- [THE TASK]: Check each line of the data for "roads" and select those that have it.

- [Stored data]:

^^^^^^^^^^^^^^^^

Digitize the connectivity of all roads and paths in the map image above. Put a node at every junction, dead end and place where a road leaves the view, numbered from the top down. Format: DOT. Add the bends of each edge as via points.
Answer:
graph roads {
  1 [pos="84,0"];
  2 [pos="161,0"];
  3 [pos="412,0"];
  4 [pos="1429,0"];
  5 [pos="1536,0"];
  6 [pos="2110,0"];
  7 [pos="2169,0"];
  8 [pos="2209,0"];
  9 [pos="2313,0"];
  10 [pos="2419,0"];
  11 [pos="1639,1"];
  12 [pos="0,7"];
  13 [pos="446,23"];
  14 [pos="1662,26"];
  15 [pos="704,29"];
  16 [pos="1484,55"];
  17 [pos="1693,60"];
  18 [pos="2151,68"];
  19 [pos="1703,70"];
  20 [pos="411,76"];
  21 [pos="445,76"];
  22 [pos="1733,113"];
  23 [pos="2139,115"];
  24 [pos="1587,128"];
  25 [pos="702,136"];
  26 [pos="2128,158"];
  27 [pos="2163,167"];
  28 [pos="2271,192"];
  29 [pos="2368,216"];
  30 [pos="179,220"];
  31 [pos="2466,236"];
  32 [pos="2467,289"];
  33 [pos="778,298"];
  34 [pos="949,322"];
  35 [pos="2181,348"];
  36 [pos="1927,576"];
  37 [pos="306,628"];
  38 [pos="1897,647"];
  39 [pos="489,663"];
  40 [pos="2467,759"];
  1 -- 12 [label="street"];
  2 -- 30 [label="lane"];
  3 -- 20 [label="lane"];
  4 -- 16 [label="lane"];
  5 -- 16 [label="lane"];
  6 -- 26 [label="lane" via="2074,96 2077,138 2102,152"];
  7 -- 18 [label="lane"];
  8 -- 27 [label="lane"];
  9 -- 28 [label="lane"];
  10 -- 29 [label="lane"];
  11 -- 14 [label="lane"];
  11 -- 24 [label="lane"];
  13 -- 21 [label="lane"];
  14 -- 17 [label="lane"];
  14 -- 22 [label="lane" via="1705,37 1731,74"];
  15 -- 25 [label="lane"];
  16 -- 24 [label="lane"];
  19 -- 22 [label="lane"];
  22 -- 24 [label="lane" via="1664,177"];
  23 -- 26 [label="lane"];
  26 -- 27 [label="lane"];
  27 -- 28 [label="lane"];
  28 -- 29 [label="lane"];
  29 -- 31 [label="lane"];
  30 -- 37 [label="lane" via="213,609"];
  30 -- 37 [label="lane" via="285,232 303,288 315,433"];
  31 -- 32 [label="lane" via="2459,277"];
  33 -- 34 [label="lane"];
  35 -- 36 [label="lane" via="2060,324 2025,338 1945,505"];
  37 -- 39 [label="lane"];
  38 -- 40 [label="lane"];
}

^^^^^^^^^^^^^^^^

- [REPLY TO THE EXERCISE]:
Digitize the connectivity of all roads and paths in the map image above. Put a node at every junction, dead end and place where a road leaves the view, numbered from the top down. Format: DOT. Add the bends of each edge as via points.
graph roads {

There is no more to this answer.